Supplied data Block Start
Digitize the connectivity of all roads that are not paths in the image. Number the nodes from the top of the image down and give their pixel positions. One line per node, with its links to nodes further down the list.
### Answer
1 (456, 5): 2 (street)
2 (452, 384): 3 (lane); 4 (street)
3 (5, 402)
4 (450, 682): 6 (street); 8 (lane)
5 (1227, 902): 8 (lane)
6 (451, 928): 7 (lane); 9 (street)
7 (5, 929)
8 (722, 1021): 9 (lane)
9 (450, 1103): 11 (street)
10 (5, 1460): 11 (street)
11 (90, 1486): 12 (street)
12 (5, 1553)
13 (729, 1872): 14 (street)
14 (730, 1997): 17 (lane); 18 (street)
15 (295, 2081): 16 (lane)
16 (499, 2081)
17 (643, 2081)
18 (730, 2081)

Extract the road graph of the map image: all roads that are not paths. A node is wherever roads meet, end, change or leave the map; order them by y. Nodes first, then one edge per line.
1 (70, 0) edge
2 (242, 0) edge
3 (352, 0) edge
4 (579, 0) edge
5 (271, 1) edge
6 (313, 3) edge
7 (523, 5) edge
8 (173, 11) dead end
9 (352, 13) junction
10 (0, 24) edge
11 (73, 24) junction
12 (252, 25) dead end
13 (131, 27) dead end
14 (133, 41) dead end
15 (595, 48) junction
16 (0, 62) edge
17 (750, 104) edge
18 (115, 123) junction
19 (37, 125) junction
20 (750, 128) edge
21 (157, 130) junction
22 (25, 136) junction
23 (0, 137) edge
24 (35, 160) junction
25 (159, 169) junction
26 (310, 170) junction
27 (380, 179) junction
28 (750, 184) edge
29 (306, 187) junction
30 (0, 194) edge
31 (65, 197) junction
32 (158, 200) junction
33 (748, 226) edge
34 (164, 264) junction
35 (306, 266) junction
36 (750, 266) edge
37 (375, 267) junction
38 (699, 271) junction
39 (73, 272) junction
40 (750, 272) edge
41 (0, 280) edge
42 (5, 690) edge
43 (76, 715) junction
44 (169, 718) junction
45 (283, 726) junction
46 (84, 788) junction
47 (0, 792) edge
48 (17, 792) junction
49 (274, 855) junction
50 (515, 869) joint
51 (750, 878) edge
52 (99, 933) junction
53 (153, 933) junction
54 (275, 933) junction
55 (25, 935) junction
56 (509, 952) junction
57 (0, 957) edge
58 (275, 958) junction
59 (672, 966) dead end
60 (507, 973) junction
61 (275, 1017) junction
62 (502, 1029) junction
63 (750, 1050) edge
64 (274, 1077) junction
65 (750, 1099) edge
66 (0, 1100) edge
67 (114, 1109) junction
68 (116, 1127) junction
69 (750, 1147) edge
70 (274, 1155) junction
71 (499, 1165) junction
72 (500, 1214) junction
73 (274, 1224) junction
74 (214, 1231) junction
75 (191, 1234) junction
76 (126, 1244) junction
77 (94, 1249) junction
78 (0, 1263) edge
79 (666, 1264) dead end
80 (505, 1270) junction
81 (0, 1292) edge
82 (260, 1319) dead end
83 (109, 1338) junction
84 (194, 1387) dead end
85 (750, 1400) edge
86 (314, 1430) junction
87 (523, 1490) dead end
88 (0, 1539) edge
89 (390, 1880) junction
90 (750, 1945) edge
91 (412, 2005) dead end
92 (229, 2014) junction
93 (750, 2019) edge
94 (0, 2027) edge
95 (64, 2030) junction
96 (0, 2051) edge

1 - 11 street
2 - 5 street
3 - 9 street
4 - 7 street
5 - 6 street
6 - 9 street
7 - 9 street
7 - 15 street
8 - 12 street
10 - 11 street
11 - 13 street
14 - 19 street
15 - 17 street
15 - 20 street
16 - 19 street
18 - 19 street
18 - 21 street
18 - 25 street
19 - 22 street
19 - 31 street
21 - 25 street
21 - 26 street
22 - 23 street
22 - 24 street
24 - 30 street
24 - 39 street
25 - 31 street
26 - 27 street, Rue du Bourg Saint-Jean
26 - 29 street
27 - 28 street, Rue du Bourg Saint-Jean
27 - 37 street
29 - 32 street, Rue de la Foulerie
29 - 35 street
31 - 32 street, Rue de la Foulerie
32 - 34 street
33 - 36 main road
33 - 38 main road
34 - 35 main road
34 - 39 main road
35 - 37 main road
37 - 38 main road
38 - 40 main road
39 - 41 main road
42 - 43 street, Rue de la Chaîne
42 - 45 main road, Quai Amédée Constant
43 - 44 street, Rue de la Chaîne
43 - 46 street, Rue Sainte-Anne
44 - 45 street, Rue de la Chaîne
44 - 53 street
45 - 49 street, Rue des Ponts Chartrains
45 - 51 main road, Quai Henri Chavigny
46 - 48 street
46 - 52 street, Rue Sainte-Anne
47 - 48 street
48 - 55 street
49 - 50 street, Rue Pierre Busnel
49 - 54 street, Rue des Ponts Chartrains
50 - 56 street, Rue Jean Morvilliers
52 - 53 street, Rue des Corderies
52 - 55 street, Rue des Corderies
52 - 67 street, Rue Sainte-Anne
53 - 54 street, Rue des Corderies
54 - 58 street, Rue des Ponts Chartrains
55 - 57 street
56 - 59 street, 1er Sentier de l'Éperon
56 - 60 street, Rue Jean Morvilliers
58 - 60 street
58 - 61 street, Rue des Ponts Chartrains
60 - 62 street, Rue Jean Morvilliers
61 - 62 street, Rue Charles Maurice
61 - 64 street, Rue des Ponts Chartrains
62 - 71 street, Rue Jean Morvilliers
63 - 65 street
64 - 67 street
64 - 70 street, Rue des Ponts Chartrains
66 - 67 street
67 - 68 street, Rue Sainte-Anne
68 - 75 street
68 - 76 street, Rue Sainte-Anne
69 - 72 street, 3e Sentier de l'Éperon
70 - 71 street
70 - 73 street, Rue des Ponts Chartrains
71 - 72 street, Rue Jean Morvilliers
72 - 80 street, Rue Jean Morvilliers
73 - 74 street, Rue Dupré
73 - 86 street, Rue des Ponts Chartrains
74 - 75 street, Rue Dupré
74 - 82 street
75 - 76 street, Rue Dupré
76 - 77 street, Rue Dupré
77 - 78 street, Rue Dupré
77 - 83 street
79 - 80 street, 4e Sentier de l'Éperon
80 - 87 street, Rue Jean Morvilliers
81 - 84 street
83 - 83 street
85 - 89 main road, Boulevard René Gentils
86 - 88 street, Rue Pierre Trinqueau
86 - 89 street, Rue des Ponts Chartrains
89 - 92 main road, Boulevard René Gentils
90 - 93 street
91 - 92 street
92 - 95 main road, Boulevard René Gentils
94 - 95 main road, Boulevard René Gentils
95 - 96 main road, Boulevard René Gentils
Supplied data Block End
Return each line of the data where the word "Foulerie" appears.

| Result of the exercise |
29 - 32 street, Rue de la Foulerie
31 - 32 street, Rue de la Foulerie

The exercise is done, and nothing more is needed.